▼▼▼

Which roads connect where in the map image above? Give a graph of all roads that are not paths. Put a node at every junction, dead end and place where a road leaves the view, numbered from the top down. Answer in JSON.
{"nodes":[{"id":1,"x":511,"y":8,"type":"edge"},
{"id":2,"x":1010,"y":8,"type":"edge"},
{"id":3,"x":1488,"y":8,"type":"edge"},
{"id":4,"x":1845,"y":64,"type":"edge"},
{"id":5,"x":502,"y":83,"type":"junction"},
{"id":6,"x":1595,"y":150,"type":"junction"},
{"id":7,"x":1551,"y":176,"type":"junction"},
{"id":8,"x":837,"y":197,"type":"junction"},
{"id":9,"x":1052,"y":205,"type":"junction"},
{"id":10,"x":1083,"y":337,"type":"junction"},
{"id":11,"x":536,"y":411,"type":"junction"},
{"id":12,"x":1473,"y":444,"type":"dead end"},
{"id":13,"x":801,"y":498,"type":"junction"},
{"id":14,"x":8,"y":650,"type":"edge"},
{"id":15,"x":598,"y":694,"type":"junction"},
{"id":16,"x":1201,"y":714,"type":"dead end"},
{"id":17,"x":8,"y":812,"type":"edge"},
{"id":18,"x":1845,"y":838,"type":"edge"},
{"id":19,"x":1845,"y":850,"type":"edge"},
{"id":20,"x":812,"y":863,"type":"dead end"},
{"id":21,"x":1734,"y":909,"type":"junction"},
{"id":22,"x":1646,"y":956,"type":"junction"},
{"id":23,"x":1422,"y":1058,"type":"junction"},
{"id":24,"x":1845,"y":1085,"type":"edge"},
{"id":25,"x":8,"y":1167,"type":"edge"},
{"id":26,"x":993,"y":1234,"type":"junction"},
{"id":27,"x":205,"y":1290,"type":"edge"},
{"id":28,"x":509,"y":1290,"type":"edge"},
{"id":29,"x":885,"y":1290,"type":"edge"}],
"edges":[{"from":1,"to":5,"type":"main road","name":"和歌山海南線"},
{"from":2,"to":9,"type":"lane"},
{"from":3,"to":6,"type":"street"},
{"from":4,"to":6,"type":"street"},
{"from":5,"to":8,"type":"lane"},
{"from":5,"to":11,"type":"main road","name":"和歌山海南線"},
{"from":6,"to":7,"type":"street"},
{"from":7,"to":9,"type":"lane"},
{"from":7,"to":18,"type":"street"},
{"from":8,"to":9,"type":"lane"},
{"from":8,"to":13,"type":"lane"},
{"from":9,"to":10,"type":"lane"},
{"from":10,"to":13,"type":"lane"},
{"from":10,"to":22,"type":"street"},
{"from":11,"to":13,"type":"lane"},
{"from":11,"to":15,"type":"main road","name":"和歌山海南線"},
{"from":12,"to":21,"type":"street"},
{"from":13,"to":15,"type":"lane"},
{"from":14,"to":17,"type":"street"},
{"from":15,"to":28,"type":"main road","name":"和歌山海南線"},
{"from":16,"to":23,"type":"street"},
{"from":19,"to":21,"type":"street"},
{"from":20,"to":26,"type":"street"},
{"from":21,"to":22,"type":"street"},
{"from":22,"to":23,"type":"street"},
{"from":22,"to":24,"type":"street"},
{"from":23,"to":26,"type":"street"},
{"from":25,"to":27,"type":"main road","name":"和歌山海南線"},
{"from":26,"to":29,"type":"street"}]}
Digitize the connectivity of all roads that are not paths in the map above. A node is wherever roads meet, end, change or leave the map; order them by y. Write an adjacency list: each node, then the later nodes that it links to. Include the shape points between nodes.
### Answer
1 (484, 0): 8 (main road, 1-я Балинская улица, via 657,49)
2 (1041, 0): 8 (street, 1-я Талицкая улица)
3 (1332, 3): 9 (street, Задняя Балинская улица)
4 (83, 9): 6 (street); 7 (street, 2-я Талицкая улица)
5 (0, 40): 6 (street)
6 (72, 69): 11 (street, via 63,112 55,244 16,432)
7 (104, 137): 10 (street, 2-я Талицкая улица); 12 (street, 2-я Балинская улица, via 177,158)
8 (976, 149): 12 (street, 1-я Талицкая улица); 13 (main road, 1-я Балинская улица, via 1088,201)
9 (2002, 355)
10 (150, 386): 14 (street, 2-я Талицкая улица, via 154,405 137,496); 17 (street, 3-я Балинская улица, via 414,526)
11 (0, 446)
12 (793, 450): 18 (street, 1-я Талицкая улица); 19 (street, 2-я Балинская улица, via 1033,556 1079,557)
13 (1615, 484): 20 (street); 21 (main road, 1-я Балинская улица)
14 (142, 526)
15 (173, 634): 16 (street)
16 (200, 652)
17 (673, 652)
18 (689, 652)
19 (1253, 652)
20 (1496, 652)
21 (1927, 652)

▲▲▲

**Task item:** Each line of the material above needs repeating verbatim.

**Answer area:**
Which roads connect where in the map image above? Give a graph of all roads that are not paths. Put a node at every junction, dead end and place where a road leaves the view, numbered from the top down. Answer in JSON.
{"nodes":[{"id":1,"x":511,"y":8,"type":"edge"},
{"id":2,"x":1010,"y":8,"type":"edge"},
{"id":3,"x":1488,"y":8,"type":"edge"},
{"id":4,"x":1845,"y":64,"type":"edge"},
{"id":5,"x":502,"y":83,"type":"junction"},
{"id":6,"x":1595,"y":150,"type":"junction"},
{"id":7,"x":1551,"y":176,"type":"junction"},
{"id":8,"x":837,"y":197,"type":"junction"},
{"id":9,"x":1052,"y":205,"type":"junction"},
{"id":10,"x":1083,"y":337,"type":"junction"},
{"id":11,"x":536,"y":411,"type":"junction"},
{"id":12,"x":1473,"y":444,"type":"dead end"},
{"id":13,"x":801,"y":498,"type":"junction"},
{"id":14,"x":8,"y":650,"type":"edge"},
{"id":15,"x":598,"y":694,"type":"junction"},
{"id":16,"x":1201,"y":714,"type":"dead end"},
{"id":17,"x":8,"y":812,"type":"edge"},
{"id":18,"x":1845,"y":838,"type":"edge"},
{"id":19,"x":1845,"y":850,"type":"edge"},
{"id":20,"x":812,"y":863,"type":"dead end"},
{"id":21,"x":1734,"y":909,"type":"junction"},
{"id":22,"x":1646,"y":956,"type":"junction"},
{"id":23,"x":1422,"y":1058,"type":"junction"},
{"id":24,"x":1845,"y":1085,"type":"edge"},
{"id":25,"x":8,"y":1167,"type":"edge"},
{"id":26,"x":993,"y":1234,"type":"junction"},
{"id":27,"x":205,"y":1290,"type":"edge"},
{"id":28,"x":509,"y":1290,"type":"edge"},
{"id":29,"x":885,"y":1290,"type":"edge"}],
"edges":[{"from":1,"to":5,"type":"main road","name":"和歌山海南線"},
{"from":2,"to":9,"type":"lane"},
{"from":3,"to":6,"type":"street"},
{"from":4,"to":6,"type":"street"},
{"from":5,"to":8,"type":"lane"},
{"from":5,"to":11,"type":"main road","name":"和歌山海南線"},
{"from":6,"to":7,"type":"street"},
{"from":7,"to":9,"type":"lane"},
{"from":7,"to":18,"type":"street"},
{"from":8,"to":9,"type":"lane"},
{"from":8,"to":13,"type":"lane"},
{"from":9,"to":10,"type":"lane"},
{"from":10,"to":13,"type":"lane"},
{"from":10,"to":22,"type":"street"},
{"from":11,"to":13,"type":"lane"},
{"from":11,"to":15,"type":"main road","name":"和歌山海南線"},
{"from":12,"to":21,"type":"street"},
{"from":13,"to":15,"type":"lane"},
{"from":14,"to":17,"type":"street"},
{"from":15,"to":28,"type":"main road","name":"和歌山海南線"},
{"from":16,"to":23,"type":"street"},
{"from":19,"to":21,"type":"street"},
{"from":20,"to":26,"type":"street"},
{"from":21,"to":22,"type":"street"},
{"from":22,"to":23,"type":"street"},
{"from":22,"to":24,"type":"street"},
{"from":23,"to":26,"type":"street"},
{"from":25,"to":27,"type":"main road","name":"和歌山海南線"},
{"from":26,"to":29,"type":"street"}]}
Digitize the connectivity of all roads that are not paths in the map above. A node is wherever roads meet, end, change or leave the map; order them by y. Write an adjacency list: each node, then the later nodes that it links to. Include the shape points between nodes.
### Answer
1 (484, 0): 8 (main road, 1-я Балинская улица, via 657,49)
2 (1041, 0): 8 (street, 1-я Талицкая улица)
3 (1332, 3): 9 (street, Задняя Балинская улица)
4 (83, 9): 6 (street); 7 (street, 2-я Талицкая улица)
5 (0, 40): 6 (street)
6 (72, 69): 11 (street, via 63,112 55,244 16,432)
7 (104, 137): 10 (street, 2-я Талицкая улица); 12 (street, 2-я Балинская улица, via 177,158)
8 (976, 149): 12 (street, 1-я Талицкая улица); 13 (main road, 1-я Балинская улица, via 1088,201)
9 (2002, 355)
10 (150, 386): 14 (street, 2-я Талицкая улица, via 154,405 137,496); 17 (street, 3-я Балинская улица, via 414,526)
11 (0, 446)
12 (793, 450): 18 (street, 1-я Талицкая улица); 19 (street, 2-я Балинская улица, via 1033,556 1079,557)
13 (1615, 484): 20 (street); 21 (main road, 1-я Балинская улица)
14 (142, 526)
15 (173, 634): 16 (street)
16 (200, 652)
17 (673, 652)
18 (689, 652)
19 (1253, 652)
20 (1496, 652)
21 (1927, 652)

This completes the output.